My replacement for hardware decoder MFT is doing the decoding of the same signal, and, generally, shares a lot with AMD’s own decoder: both MFTs are built on top of Advanced Media Framework (AMF) SDK. Driver package installs runtime for this SDK and installs a decoder MFT which is linked against a copy of the runtime (according to AMD representative, the static link copy shares the same codebase).

C:\...\MjpgCameraReader\bin\x64\Release>MjpgCameraReader.exe
 Using camera HD USB Camera
 Using adapter Radeon RX 570 Series
 Using video capture format 640x360@260.004 MFVideoFormat_MJPG
 Using substitute decoder Alax.Info MJPG Video Decoder for AMD Hardware
 Using video frame format 640x360@260.004 MFVideoFormat_YUY2
 74.000 video samples per second captured
 261.000 video samples per second captured
 261.000 video samples per second captured
 261.000 video samples per second captured
 261.000 video samples per second captured
 260.500 video samples per second captured
 261.000 video samples per second captured
 261.000 video samples per second captured
 261.000 video samples per second captured
 261.000 video samples per second captured
 260.500 video samples per second captured

Similar CPU and GPU utilization levels with higher frame rate. Actually, with the expected frame rate because it is the rate the camera is supposed to operate at.

1280×720@120 Mode

Interestingly, at lower FPS mode the AMD MFT threading issues are present, and, more to that the MFT exhibits two other issues (one of them is “just ignore” one per AMD comment). At the same time video capture rate is no longer reduced: the horsepower of the hardware is hiding the implementation inefficiency.

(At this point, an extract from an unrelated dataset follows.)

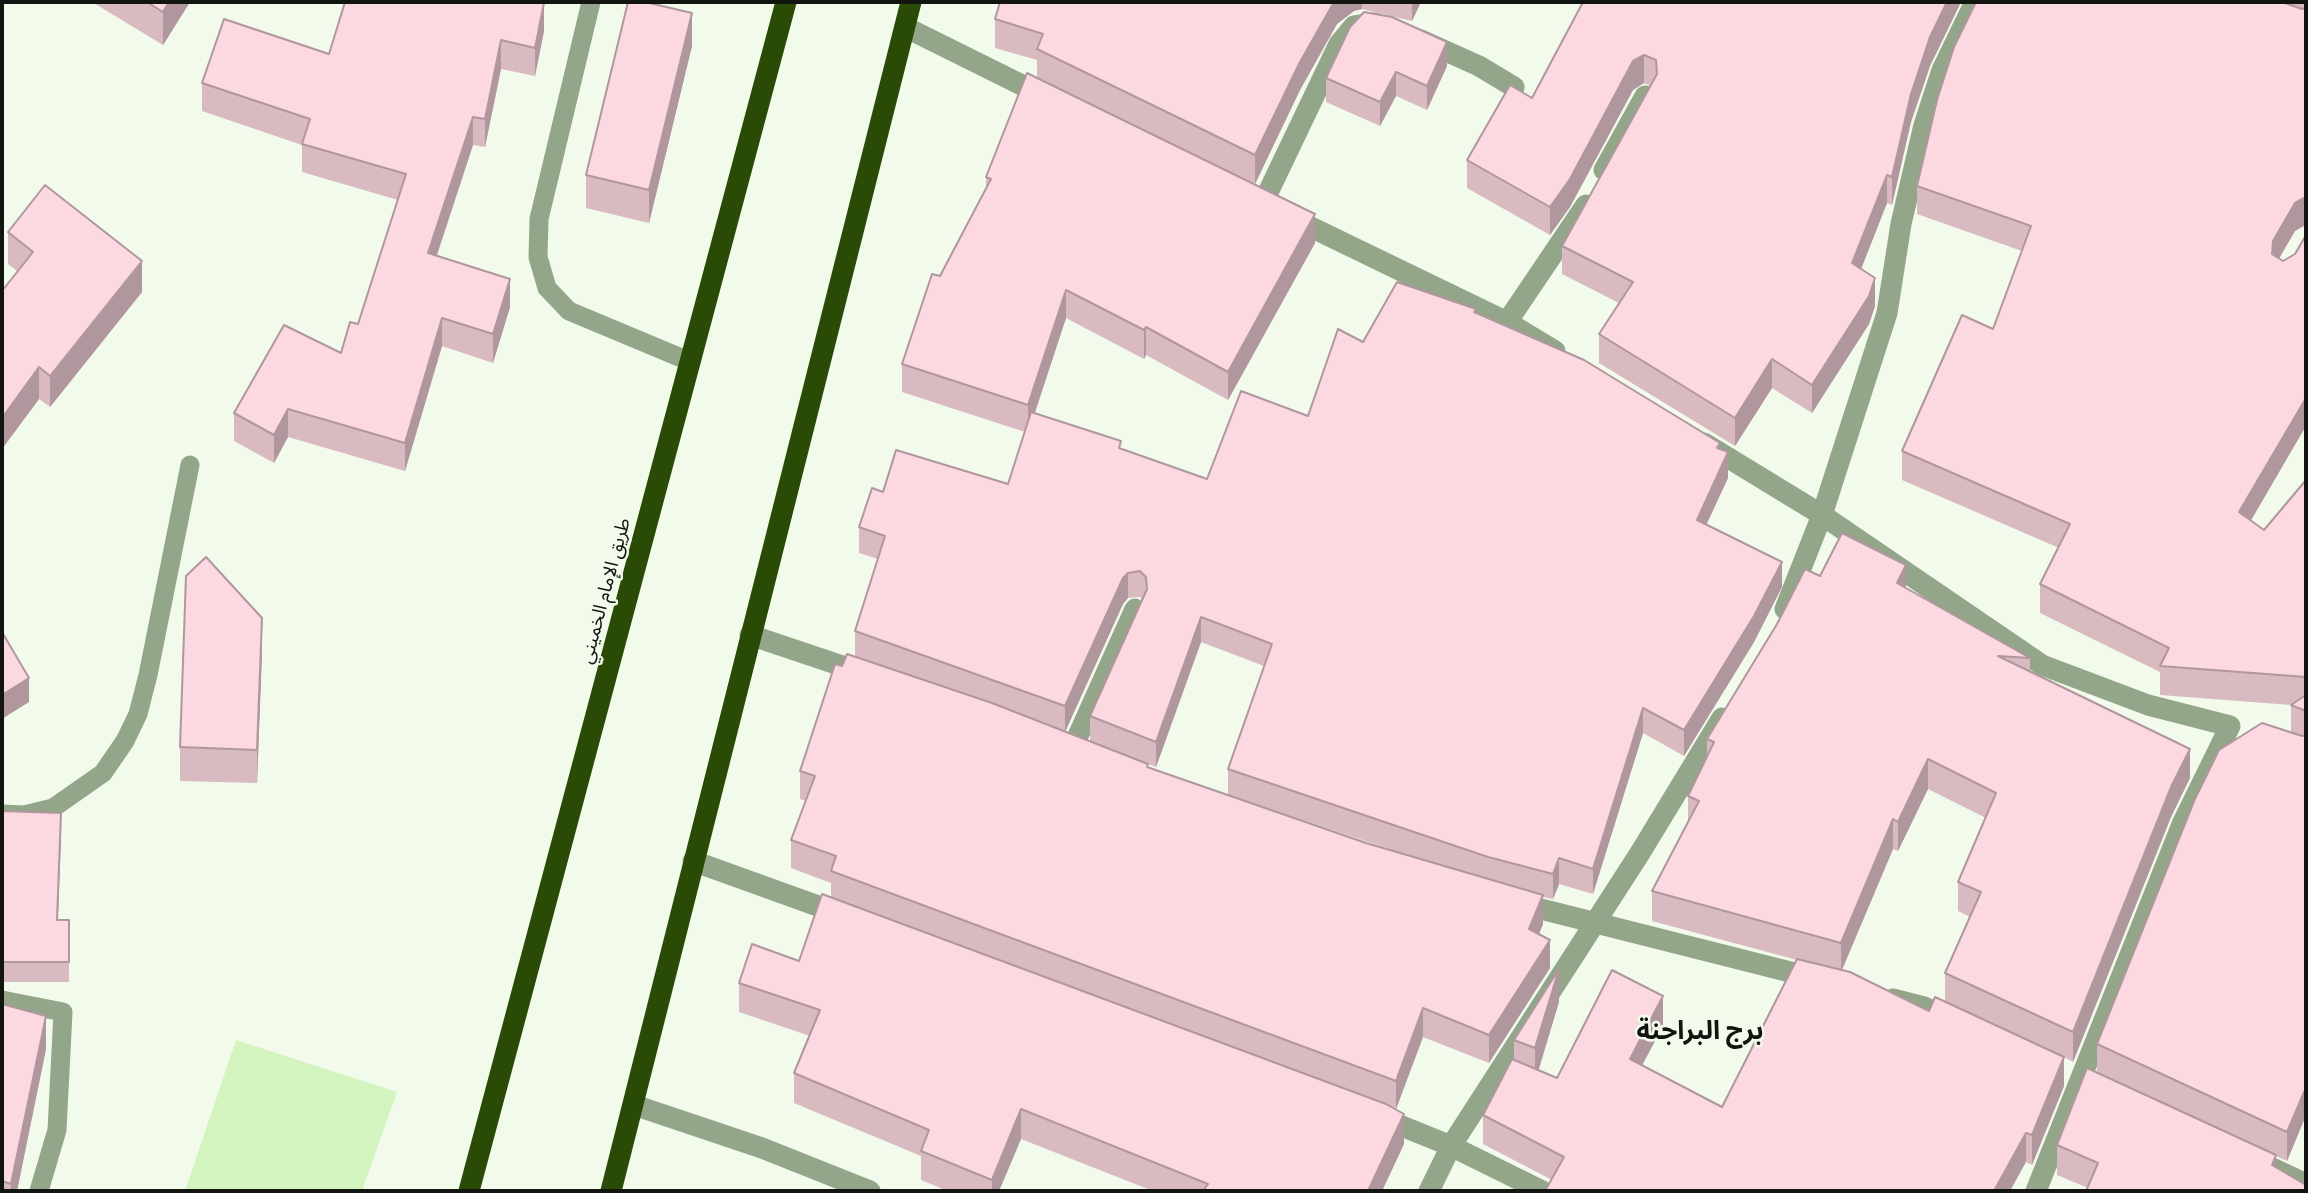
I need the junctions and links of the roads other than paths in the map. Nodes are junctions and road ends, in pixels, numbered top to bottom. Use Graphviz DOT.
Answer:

 Using camera HD USB Camera
 Using adapter Radeon RX 570 Series
 Using video capture format 1280x720@120.000 MFVideoFormat_MJPG
 Using hardware decoder MFT AMD MFT MJPEG Decoder
 Using video frame format 1280x736@120.000 MFVideoFormat_YUY2
 18.500 video samples per second captured
 120.000 video samples per second captured
 120.000 video samples per second captured
 120.000 video samples per second captured
 120.000 video samples per second captured
 120.000 video samples per second captured
 120.000 video samples per second captured
 120.000 video samples per second captured
 120.000 video samples per second captured

Intel Hardware M-JPEG Decoder MFT

AMD is not the only one GPU vendor out there and my development system is equipped with integrated GPU from Intel as well, so why not give it a try?

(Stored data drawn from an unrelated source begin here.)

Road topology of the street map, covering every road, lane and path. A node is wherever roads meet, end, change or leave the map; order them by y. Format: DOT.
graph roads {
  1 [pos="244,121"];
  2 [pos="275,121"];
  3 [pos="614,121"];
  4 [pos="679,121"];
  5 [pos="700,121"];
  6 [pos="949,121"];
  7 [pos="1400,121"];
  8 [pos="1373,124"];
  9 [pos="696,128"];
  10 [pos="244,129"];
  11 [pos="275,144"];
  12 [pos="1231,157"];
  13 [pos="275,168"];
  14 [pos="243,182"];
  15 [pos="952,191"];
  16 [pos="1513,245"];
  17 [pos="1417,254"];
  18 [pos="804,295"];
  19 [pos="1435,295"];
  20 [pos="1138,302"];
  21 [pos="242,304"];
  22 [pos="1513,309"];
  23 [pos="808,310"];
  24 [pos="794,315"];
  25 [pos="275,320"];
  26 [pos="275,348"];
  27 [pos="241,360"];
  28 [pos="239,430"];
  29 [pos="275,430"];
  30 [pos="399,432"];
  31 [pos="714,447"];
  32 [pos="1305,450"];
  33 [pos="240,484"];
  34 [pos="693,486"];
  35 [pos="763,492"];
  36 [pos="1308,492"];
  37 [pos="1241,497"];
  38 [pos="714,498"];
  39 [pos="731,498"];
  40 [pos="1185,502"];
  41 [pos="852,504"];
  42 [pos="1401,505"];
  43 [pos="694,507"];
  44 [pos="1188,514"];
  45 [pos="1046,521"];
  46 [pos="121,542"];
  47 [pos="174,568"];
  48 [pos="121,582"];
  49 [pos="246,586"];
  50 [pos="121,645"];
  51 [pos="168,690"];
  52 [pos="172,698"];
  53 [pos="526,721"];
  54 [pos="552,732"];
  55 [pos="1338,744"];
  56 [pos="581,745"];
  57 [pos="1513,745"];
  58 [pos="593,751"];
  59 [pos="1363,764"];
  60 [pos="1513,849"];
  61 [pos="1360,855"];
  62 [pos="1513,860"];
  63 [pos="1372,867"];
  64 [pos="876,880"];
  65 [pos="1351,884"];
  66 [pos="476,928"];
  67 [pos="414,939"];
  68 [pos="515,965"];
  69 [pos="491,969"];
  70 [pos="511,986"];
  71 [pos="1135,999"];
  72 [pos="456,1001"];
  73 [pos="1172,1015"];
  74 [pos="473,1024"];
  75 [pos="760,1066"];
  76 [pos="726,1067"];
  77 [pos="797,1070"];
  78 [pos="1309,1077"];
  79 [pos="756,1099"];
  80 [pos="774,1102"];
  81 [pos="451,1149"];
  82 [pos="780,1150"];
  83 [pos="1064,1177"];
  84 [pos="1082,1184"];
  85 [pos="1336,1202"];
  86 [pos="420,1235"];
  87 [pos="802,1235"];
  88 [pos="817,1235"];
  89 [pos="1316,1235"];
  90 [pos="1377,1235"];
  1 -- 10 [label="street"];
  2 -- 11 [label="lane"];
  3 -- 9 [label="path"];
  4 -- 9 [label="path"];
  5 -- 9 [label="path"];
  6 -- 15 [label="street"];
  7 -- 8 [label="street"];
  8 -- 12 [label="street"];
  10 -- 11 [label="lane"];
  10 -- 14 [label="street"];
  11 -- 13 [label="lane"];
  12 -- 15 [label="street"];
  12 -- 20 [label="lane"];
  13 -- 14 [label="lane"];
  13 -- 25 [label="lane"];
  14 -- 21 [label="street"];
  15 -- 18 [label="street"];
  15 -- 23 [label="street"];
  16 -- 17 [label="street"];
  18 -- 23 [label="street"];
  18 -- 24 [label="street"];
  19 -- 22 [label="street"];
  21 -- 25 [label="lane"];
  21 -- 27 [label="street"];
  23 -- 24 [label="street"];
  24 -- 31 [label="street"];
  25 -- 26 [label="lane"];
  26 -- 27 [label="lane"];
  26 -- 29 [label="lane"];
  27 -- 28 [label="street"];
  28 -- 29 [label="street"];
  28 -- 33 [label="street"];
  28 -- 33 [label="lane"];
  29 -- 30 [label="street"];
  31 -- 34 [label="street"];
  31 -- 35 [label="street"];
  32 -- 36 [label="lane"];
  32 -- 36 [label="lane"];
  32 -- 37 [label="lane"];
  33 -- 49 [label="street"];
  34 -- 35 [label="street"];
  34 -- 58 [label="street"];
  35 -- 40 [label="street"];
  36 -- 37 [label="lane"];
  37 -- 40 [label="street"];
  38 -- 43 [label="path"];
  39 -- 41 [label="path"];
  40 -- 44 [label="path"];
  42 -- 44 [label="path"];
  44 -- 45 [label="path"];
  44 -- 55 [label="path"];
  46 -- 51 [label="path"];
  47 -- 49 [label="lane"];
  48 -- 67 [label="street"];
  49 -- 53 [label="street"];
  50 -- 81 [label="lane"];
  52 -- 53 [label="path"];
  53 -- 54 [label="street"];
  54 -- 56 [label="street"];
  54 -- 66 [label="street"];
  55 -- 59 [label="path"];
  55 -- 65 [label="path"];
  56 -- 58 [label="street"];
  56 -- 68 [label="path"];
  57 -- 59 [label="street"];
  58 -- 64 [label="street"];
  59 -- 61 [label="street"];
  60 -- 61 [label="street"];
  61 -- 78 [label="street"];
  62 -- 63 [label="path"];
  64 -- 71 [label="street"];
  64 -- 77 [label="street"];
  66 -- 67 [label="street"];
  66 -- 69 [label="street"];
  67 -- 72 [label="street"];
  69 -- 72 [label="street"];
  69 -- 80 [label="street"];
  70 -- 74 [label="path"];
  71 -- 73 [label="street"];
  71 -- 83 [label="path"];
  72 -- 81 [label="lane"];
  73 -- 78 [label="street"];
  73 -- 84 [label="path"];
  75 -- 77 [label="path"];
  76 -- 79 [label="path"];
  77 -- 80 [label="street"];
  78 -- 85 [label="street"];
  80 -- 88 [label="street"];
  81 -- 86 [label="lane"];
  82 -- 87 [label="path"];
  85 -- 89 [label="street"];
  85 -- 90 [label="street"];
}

To AMD defence, Intel’s decoder is exhibiting a subpar performance:

C:\...\MjpgCameraReader\bin\x64\Release>MjpgCameraReader.exe
 Using camera HD USB Camera
 Using adapter Intel(R) UHD Graphics 630
 Using video capture format 640x360@260.004 MFVideoFormat_MJPG
 Using hardware decoder MFT IntelРѕ Hardware M-JPEG Decoder MFT
 Using video frame format 640x368@260.004 MFVideoFormat_YUY2
 24.000 video samples per second captured
 63.500 video samples per second captured
 63.500 video samples per second captured
 64.000 video samples per second captured
 63.500 video samples per second captured
 63.000 video samples per second captured
 63.500 video samples per second captured
 62.000 video samples per second captured
 63.500 video samples per second captured
 64.000 video samples per second captured
 63.500 video samples per second captured

At lower relative utilization levels and, again, without hitting any bottleneck visibly, the capture rate is reduced.

And this happens even without the threading problem I could at least see in the AMD’s case.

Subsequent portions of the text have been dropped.